Los datos de COVID-19 con la nueva metodología empleada por la Secretaría de Salud revelan que la primera muerte por COVID-19 en México por asociación ocurrió el 3 de marzo, 15 días antes de la primera muerte en la que la enfermedad fue confirmada por prueba de laboratorio.

Por Alejandra Padilla y Erika Lilian Contreras
Análisis de datos por Yareli Ramos

La base de datos de COVID-19 de la Secretaría de Salud (SSa) muestra que la primera muerte de COVID-19 por asociación en México ocurrió el 3 de marzo de 2020. Los datos también revelan que hay dos muertes más antes de la fecha oficial.

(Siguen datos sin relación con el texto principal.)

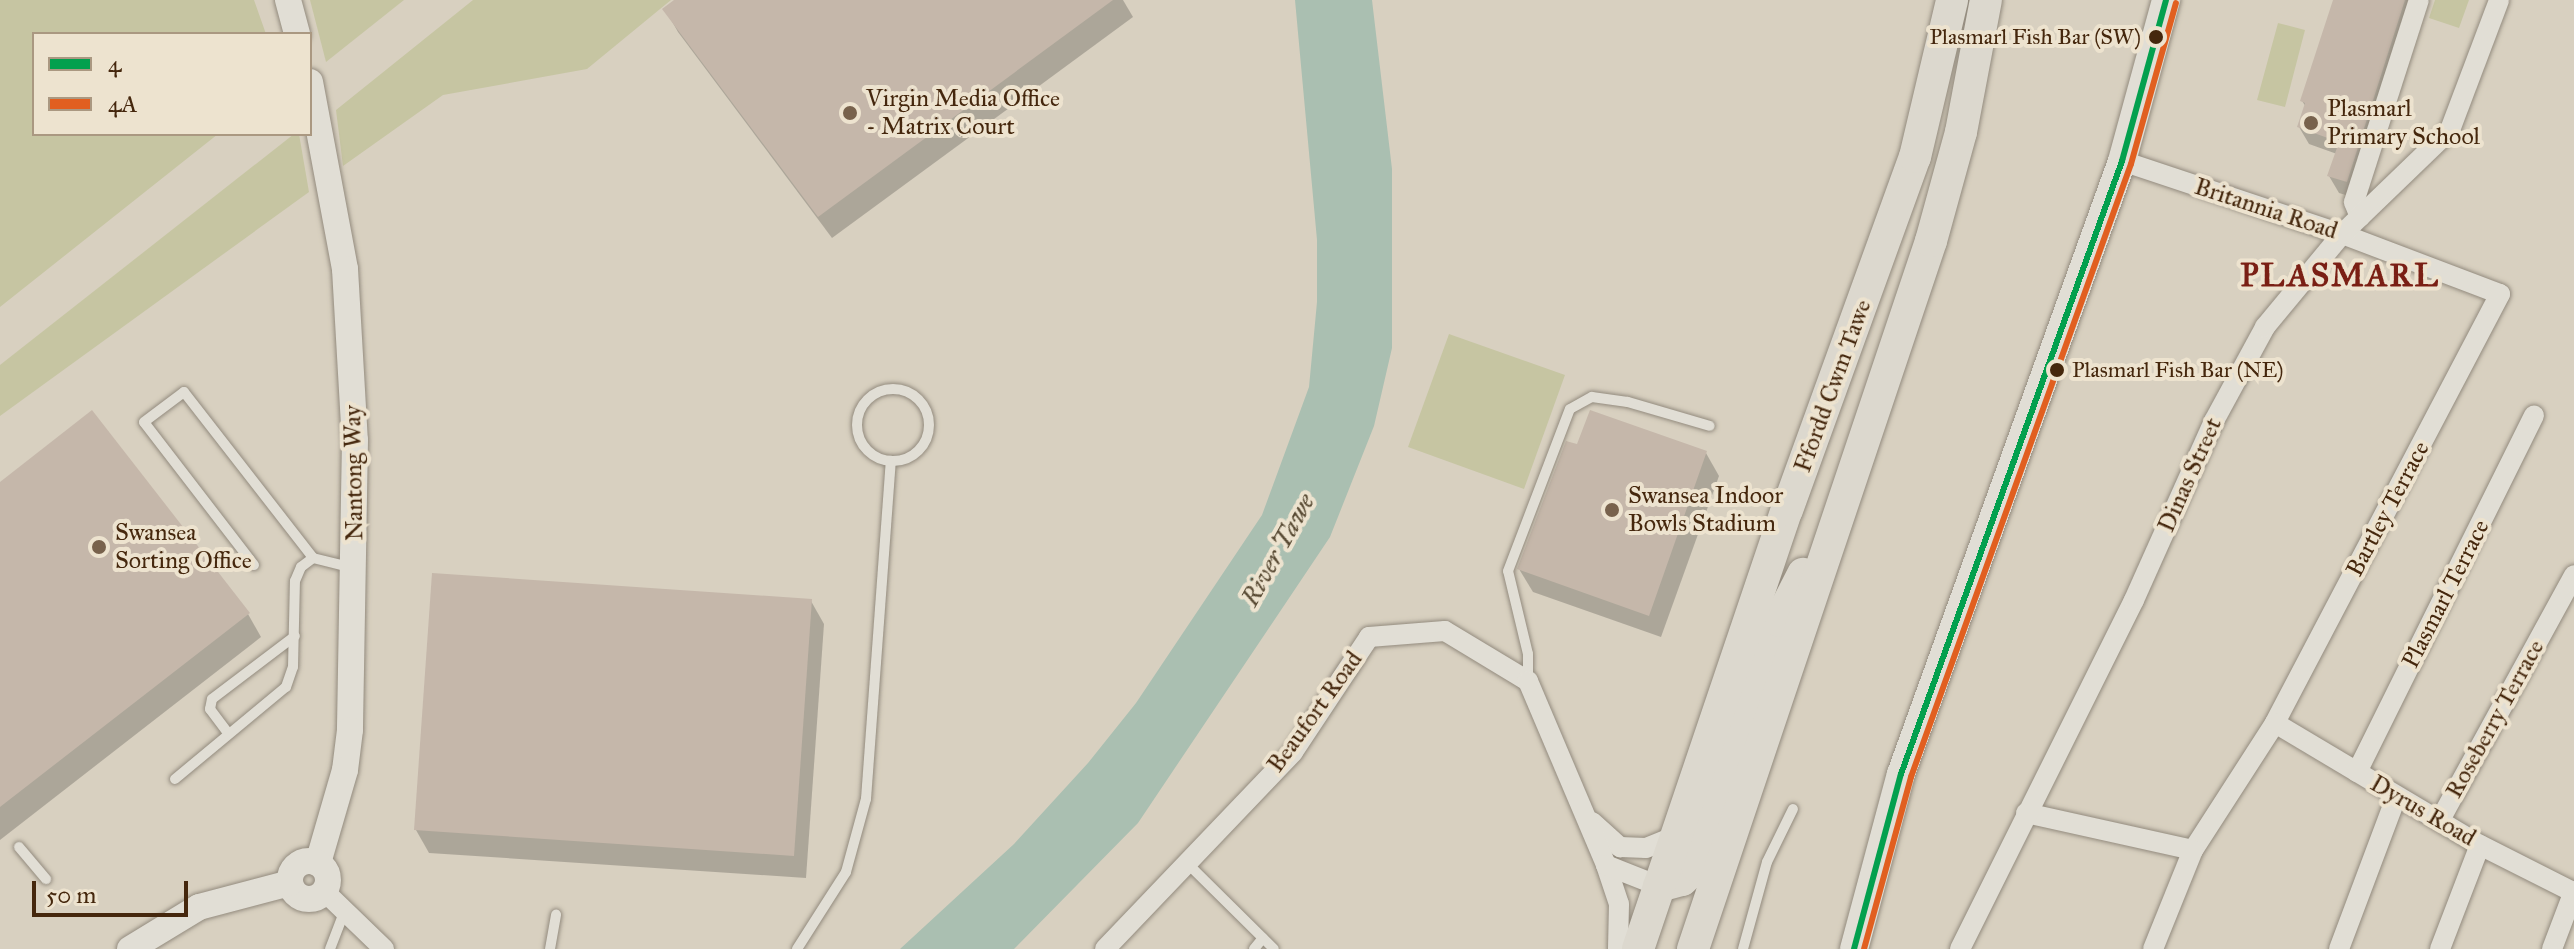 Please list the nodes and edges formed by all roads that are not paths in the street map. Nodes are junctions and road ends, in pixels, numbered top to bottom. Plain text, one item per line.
1 (288, 0) edge
2 (1952, 0) edge
3 (1986, 0) edge
4 (2166, 0) edge
5 (2419, 0) edge
6 (2499, 0) edge
7 (296, 32) edge
8 (312, 93) edge
9 (2122, 161) junction
10 (2360, 217) junction
11 (2342, 234) junction
12 (2500, 294) joint
13 (2534, 415) dead end
14 (1710, 426) dead end
15 (891, 461) junction
16 (1852, 479) junction
17 (313, 558) junction
18 (254, 565) dead end
19 (356, 569) junction
20 (2574, 575) edge
21 (295, 636) junction
22 (1528, 681) junction
23 (2275, 723) junction
24 (228, 733) junction
25 (2357, 772) junction
26 (175, 779) dead end
27 (2396, 797) junction
28 (1793, 809) dead end
29 (2026, 813) junction
30 (1586, 817) junction
31 (2440, 820) junction
32 (1676, 836) junction
33 (2480, 845) junction
34 (19, 847) dead end
35 (2193, 850) junction
36 (318, 863) junction
37 (1187, 863) junction
38 (1606, 865) junction
39 (46, 879) dead end
40 (290, 883) junction
41 (1659, 886) junction
42 (2574, 891) edge
43 (325, 892) junction
44 (344, 913) junction
45 (556, 915) dead end
46 (1263, 938) junction
47 (130, 949) edge
48 (330, 949) edge
49 (384, 949) edge
50 (550, 949) edge
51 (797, 949) edge
52 (1105, 949) edge
53 (1254, 949) edge
54 (1274, 949) edge
55 (1618, 949) edge
56 (1638, 949) edge
57 (1693, 949) edge
58 (1743, 949) edge
59 (1854, 949) edge
60 (1960, 949) edge
61 (2153, 949) edge
62 (2339, 949) edge
63 (2440, 949) edge
64 (2552, 949) edge

1 - 7 street
2 - 32 main road, Ffordd Cwm Tawe
3 - 16 main road, Ffordd Cwm Tawe
4 - 9 main road
5 - 10 street
6 - 10 street, Dinas Street
8 - 19 street, Nantong Way
9 - 11 street, Britannia Road
9 - 59 main road
10 - 11 street, Dinas Street
11 - 12 street, Britannia Road
11 - 29 street, Dinas Street
12 - 23 street, Bartley Terrace
13 - 25 street, Plasmarl Terrace
14 - 22 lane
15 - 15 lane
15 - 51 lane
16 - 41 main road
16 - 57 main road, Ffordd Cwm Tawe
17 - 18 lane
17 - 19 lane
17 - 21 lane
19 - 36 street, Nantong Way
20 - 31 street, Roseberry Terrace
21 - 24 lane
21 - 24 lane
22 - 30 street
22 - 37 street, Beaufort Road
23 - 25 street, Dyrus Road
23 - 35 street, Bartley Terrace
24 - 26 lane
25 - 27 street, Dyrus Road
27 - 31 street, Dyrus Road
27 - 62 street
28 - 58 lane
29 - 35 street
29 - 60 street, Dinas Street
30 - 32 street
30 - 38 street
31 - 33 street, Dyrus Road
32 - 41 main road, Ffordd Cwm Tawe
33 - 42 street, Dyrus Road
33 - 63 street
34 - 39 lane
35 - 61 street, Bartley Terrace
36 - 40 street
36 - 43 street, Nantong Way
37 - 46 lane
37 - 52 street, Beaufort Road
38 - 41 street
38 - 55 street
40 - 43 street
40 - 47 street
41 - 56 main road, Ffordd Cwm Tawe
42 - 64 street
43 - 44 street
44 - 48 lane
44 - 49 street
45 - 50 lane
46 - 53 lane
46 - 54 lane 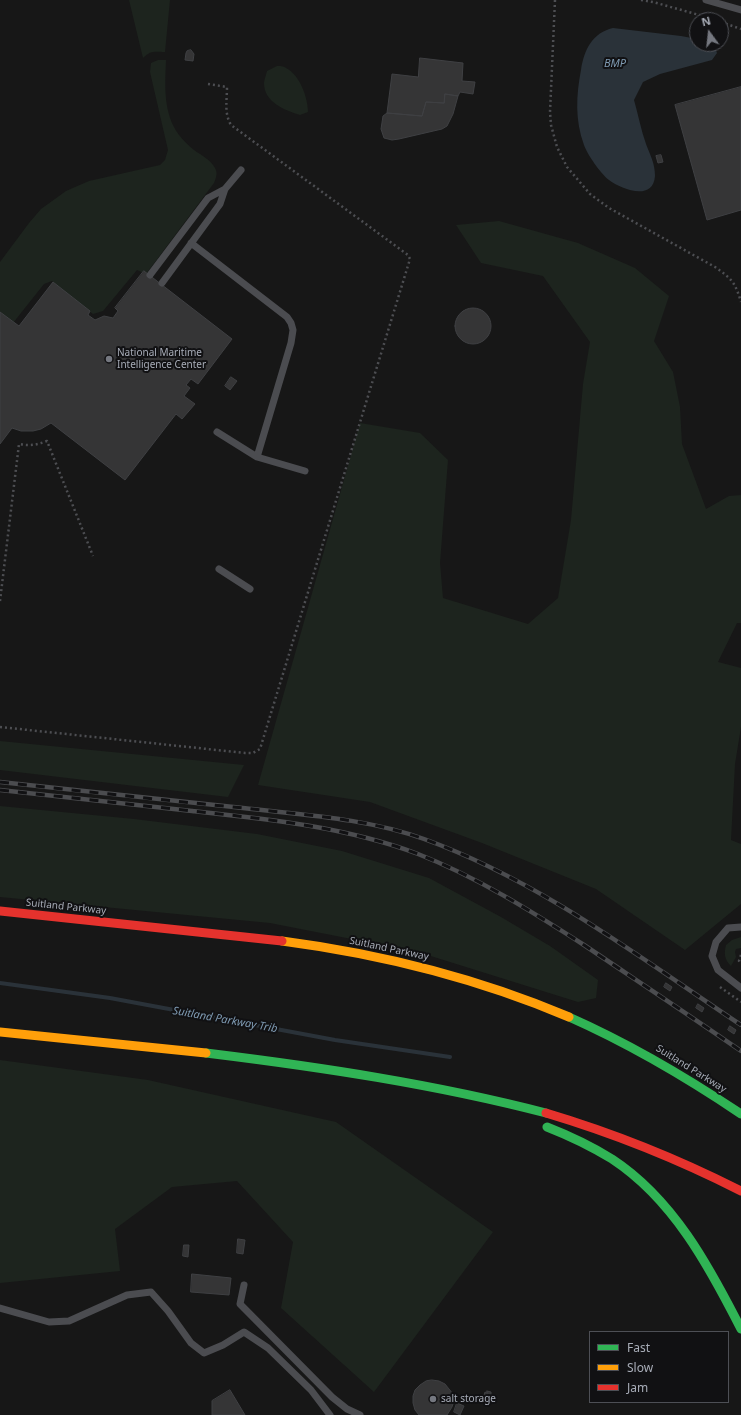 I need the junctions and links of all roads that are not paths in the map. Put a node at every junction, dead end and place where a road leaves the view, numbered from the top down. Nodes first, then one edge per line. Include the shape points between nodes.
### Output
1 (706, 0) edge
2 (741, 10) edge
3 (241, 170) dead end
4 (224, 189) junction
5 (191, 243) junction
6 (150, 275) dead end
7 (162, 283) dead end
8 (217, 432) dead end
9 (257, 458) junction
10 (305, 471) dead end
11 (219, 569) dead end
12 (250, 589) dead end
13 (0, 911) edge
14 (741, 927) edge
15 (741, 988) edge
16 (0, 1032) edge
17 (438, 1088) junction
18 (495, 1110) dead end
19 (741, 1114) edge
20 (542, 1125) dead end
21 (741, 1191) edge
22 (244, 1285) dead end
23 (0, 1308) edge
24 (741, 1329) edge
25 (330, 1415) edge
26 (360, 1415) edge

1 - 2 lane
3 - 4 lane
4 - 5 lane via 220,204
4 - 6 lane via 208,198
5 - 7 lane
5 - 9 lane via 255,291 291,323 291,343
8 - 9 lane
9 - 10 lane
11 - 12 lane
13 - 19 highway, Suitland Parkway via 314,946 383,958 451,974 550,1008 612,1036 672,1069
14 - 15 lane via 728,928 716,942 712,956 718,970
16 - 17 highway via 231,1056
17 - 18 highway
17 - 21 highway via 517,1106 603,1131 667,1156
20 - 24 highway via 573,1137 600,1152 627,1170 660,1200 700,1254
22 - 26 lane via 240,1304 332,1397
23 - 25 lane via 49,1322 69,1321 127,1295 151,1292 191,1343 204,1353 244,1332 273,1353 311,1390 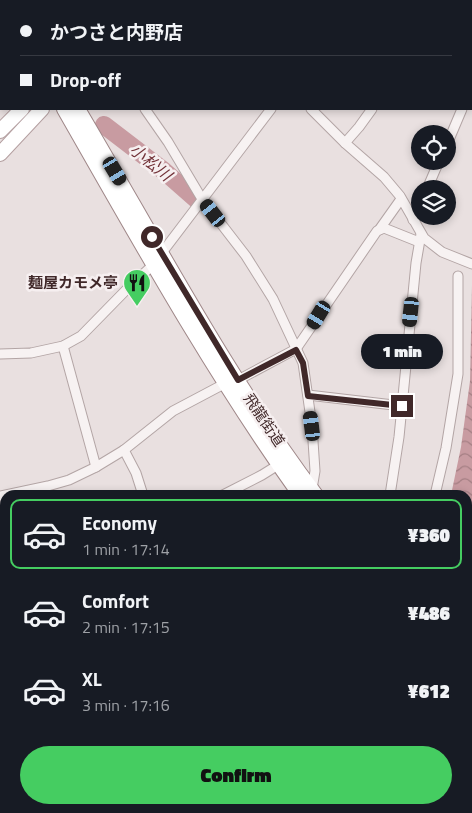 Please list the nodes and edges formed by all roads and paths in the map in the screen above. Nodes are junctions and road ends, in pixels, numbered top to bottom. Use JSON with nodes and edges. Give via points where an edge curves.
{"nodes":[{"id":1,"x":21,"y":110,"type":"edge"},
{"id":2,"x":41,"y":110,"type":"edge"},
{"id":3,"x":65,"y":110,"type":"edge"},
{"id":4,"x":79,"y":110,"type":"edge"},
{"id":5,"x":145,"y":110,"type":"edge"},
{"id":6,"x":270,"y":110,"type":"edge"},
{"id":7,"x":312,"y":110,"type":"edge"},
{"id":8,"x":371,"y":110,"type":"edge"},
{"id":9,"x":462,"y":110,"type":"edge"},
{"id":10,"x":455,"y":125,"type":"edge"},
{"id":11,"x":0,"y":131,"type":"edge"},
{"id":12,"x":345,"y":143,"type":"junction"},
{"id":13,"x":0,"y":154,"type":"edge"},
{"id":14,"x":202,"y":199,"type":"junction"},
{"id":15,"x":401,"y":199,"type":"junction"},
{"id":16,"x":411,"y":216,"type":"edge"},
{"id":17,"x":415,"y":225,"type":"edge"},
{"id":18,"x":379,"y":230,"type":"junction"},
{"id":19,"x":420,"y":238,"type":"junction"},
{"id":20,"x":161,"y":254,"type":"junction"},
{"id":21,"x":468,"y":263,"type":"edge"},
{"id":22,"x":152,"y":265,"type":"junction"},
{"id":23,"x":458,"y":276,"type":"dead end"},
{"id":24,"x":63,"y":346,"type":"junction"},
{"id":25,"x":296,"y":350,"type":"junction"},
{"id":26,"x":0,"y":354,"type":"edge"},
{"id":27,"x":231,"y":382,"type":"junction"},
{"id":28,"x":308,"y":396,"type":"junction"},
{"id":29,"x":402,"y":406,"type":"junction"},
{"id":30,"x":124,"y":450,"type":"junction"},
{"id":31,"x":278,"y":465,"type":"junction"},
{"id":32,"x":96,"y":467,"type":"junction"},
{"id":33,"x":26,"y":490,"type":"edge"},
{"id":34,"x":141,"y":490,"type":"edge"},
{"id":35,"x":233,"y":490,"type":"edge"},
{"id":36,"x":306,"y":490,"type":"edge"},
{"id":37,"x":307,"y":490,"type":"edge"},
{"id":38,"x":310,"y":490,"type":"edge"},
{"id":39,"x":391,"y":490,"type":"edge"},
{"id":40,"x":436,"y":490,"type":"edge"}],
"edges":[{"from":1,"to":11,"type":"main road"},
{"from":2,"to":13,"type":"main road"},
{"from":3,"to":22,"type":"main road","name":"飛龍街道"},
{"from":4,"to":20,"type":"main road","name":"飛龍街道"},
{"from":5,"to":14,"type":"street"},
{"from":6,"to":14,"type":"street"},
{"from":7,"to":12,"type":"street"},
{"from":8,"to":12,"type":"street"},
{"from":9,"to":10,"type":"street"},
{"from":12,"to":15,"type":"street","via":[[384,178]]},
{"from":14,"to":20,"type":"street"},
{"from":14,"to":25,"type":"street","via":[[246,256],[273,298]]},
{"from":15,"to":16,"type":"street"},
{"from":15,"to":18,"type":"street"},
{"from":17,"to":19,"type":"street"},
{"from":18,"to":19,"type":"street","via":[[384,228]]},
{"from":18,"to":25,"type":"street"},
{"from":19,"to":21,"type":"street"},
{"from":19,"to":29,"type":"street"},
{"from":20,"to":27,"type":"main road","name":"飛龍街道"},
{"from":22,"to":24,"type":"street","via":[[81,336]]},
{"from":22,"to":27,"type":"main road","name":"飛龍街道"},
{"from":23,"to":40,"type":"street","via":[[458,374]]},
{"from":24,"to":26,"type":"street","via":[[31,353]]},
{"from":24,"to":32,"type":"street"},
{"from":25,"to":27,"type":"street"},
{"from":25,"to":28,"type":"street","via":[[303,363]]},
{"from":27,"to":30,"type":"street","via":[[172,411]]},
{"from":27,"to":31,"type":"main road","name":"飛龍街道"},
{"from":27,"to":37,"type":"main road","name":"飛龍街道","via":[[275,438]]},
{"from":28,"to":29,"type":"street"},
{"from":28,"to":38,"type":"street","via":[[316,471]]},
{"from":29,"to":39,"type":"street"},
{"from":30,"to":32,"type":"street"},
{"from":30,"to":34,"type":"street"},
{"from":31,"to":35,"type":"street"},
{"from":31,"to":36,"type":"main road","name":"飛龍街道"},
{"from":32,"to":33,"type":"street","via":[[69,480]]}]}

De acuerdo con los nuevos criterios integrados a esta base de datos para definir las muertes por COVID, una muerte por asociación corresponde a una persona que haya muerto y que cumplía con la definición operacional de caso sospechoso de la enfermedad, pero cuya muestra para realizar la prueba de laboratorio haya sido rechazada, no adecuada, no recibida o no haya sido tomadas. Además, el paciente debe cumplir al menos con dos de los criterios clínico-epidemiológicos establecidos en el “Lineamiento estandarizado para la vigilancia epidemilógica y por laboratorio de la enfermedad respiratoria viral” de la SSa.

Desde el 7 de octubre, la base de datos del gobierno federal incluye tanto los casos confirmados como las muertes clasificadas por medio de dos conceptos que antes el gobierno no contemplaba: lo casos por asociación y los casos por dictaminación clínico-epidemiológica. 

La SSa había anunciado en junio pasado que incluiría estos criterios en sus análisis: en conferencia de prensa, López Gatell dijo que la nueva metodología incluiría documentar los fallecimientos por otras vías complementarias porque había casos no contabilizados debido a que no hubo tiempo de realizarles pruebas o murieron en casa.

Tres muertes por asociación a principios de marzo

El 6 de octubre, la SSa agregó 262 mil 673 registros a la base de datos abiertos. De estos, dos mil 789 corresponden a muertes de personas que no fueron sometidas a una prueba de laboratorio o cuyo resultado no pudo ser obtenido, pero cuyo fallecimiento fue dictaminado como consecuencia de la COVID-19 por las características que presentaba el paciente o porque habían estado en contacto con un caso confirmado de esa enfermedad. 

La primera muerte registrada bajo esta metodología se trata de un hombre de 77 años de quien se ignora si padecía alguna comorbilidad y residía en la Ciudad de México. Este hombre tuvo contacto con un caso positivo a COVID-19 pero no le tomaron muestra o la muestra resultó no válida, de acuerdo con la base de datos de la SSa. 

A él le siguió una mujer de 90 años que falleció el 13 de marzo en la capital mexicana. Ella tenía hipertensión, insuficiencia renal crónica y una enfermedad cardiovascular. 

El 17 de marzo de 2020, un día antes de que falleciera la primera persona por COVID-19 (confirmada mediante una prueba de laboratorio) en México, un hombre de 66 años perdió la vida a causa de esta enfermedad en la misma ciudad que sus predecesores. Se ignora si este tercer caso padecía alguna enfermedad crónica antes de contagiarse de coronavirus.

Este tercer caso antes aparecía como sospechoso en la base de datos, pero ahora es un caso confirmado de COVID-19 por haber estado cerca de alguien contagiado.